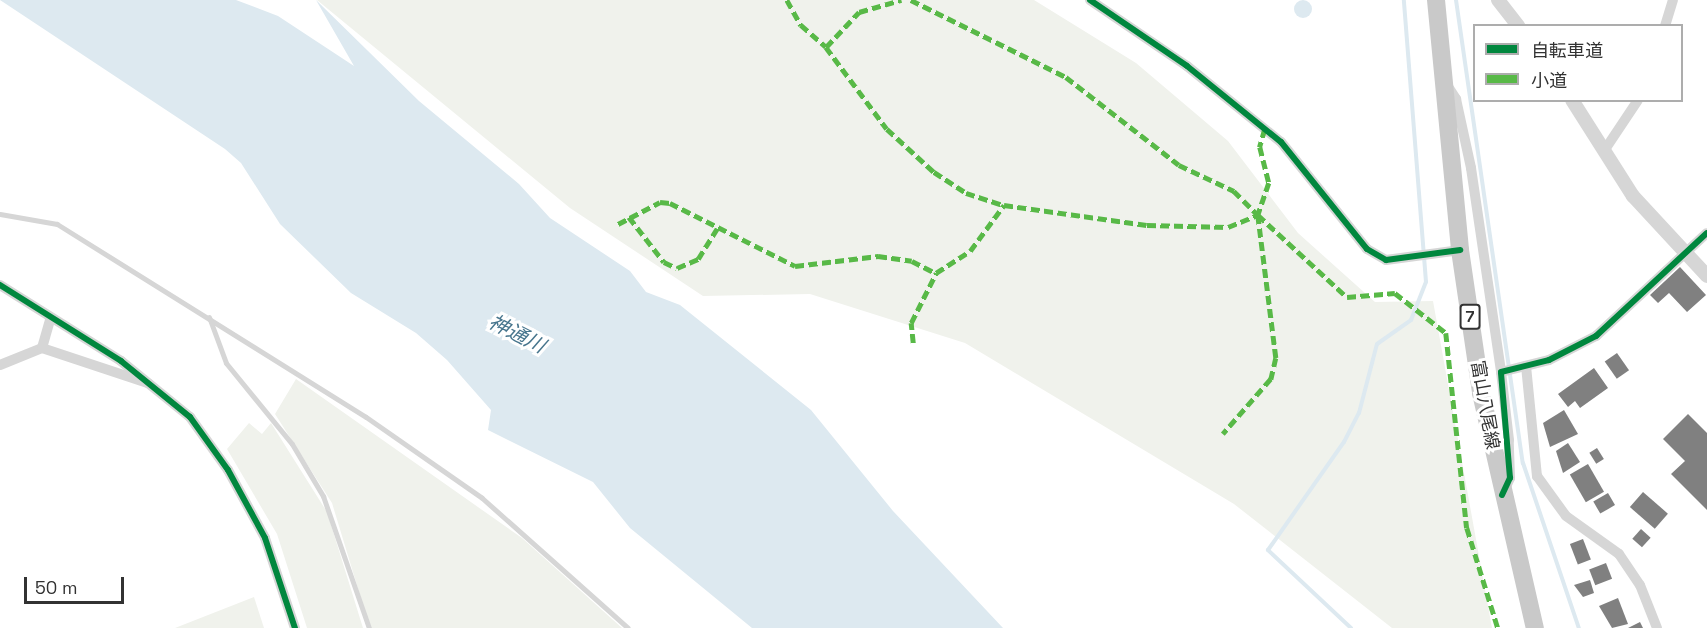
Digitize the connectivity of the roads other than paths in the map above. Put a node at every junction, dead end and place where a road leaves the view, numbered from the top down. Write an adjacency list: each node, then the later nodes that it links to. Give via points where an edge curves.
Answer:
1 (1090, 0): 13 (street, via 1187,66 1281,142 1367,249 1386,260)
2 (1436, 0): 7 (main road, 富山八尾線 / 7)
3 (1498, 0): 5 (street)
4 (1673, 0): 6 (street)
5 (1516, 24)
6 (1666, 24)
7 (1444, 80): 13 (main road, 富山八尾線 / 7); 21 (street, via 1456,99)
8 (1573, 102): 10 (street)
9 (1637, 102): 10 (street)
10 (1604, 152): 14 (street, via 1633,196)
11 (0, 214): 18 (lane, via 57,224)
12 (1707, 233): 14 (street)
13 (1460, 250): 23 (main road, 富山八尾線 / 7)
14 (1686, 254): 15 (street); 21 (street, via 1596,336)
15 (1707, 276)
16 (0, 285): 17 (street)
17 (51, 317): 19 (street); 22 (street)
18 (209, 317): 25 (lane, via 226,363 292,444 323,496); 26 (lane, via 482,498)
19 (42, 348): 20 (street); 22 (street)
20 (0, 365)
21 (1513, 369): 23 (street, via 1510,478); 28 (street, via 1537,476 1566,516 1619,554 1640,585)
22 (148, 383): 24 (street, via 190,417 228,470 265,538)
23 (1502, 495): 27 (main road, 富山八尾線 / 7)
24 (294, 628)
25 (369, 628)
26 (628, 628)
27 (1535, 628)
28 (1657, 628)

* * *

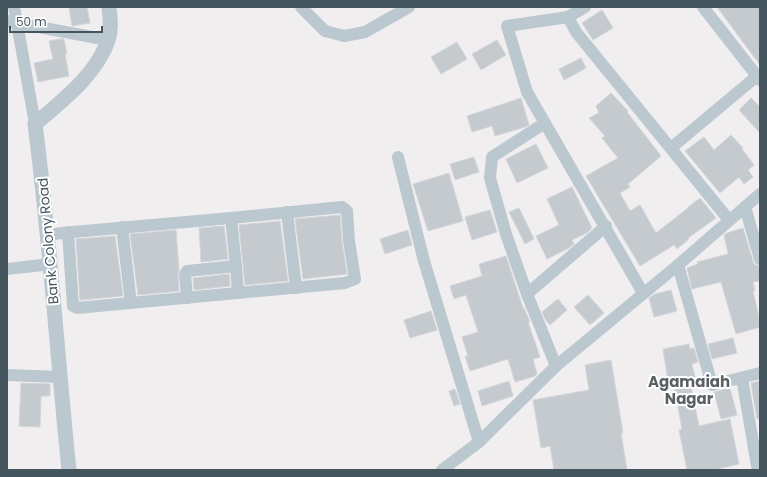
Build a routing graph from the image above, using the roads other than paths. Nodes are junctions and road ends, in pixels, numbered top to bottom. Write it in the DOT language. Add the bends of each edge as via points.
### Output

ACTION ITEM: Scan the lines above for the word "paths". Return each one that has it.

THE ANSWER:
Digitize the connectivity of the roads other than paths in the map above. Put a node at every junction, dead end and place where a road leaves the view, numbered from the top down. Write an adjacency list: each node, then the later nodes that it links to. Give via points where an edge curves.
Build a routing graph from the image above, using the roads other than paths. Nodes are junctions and road ends, in pixels, numbered top to bottom. Write it in the DOT language. Add the bends of each edge as via points.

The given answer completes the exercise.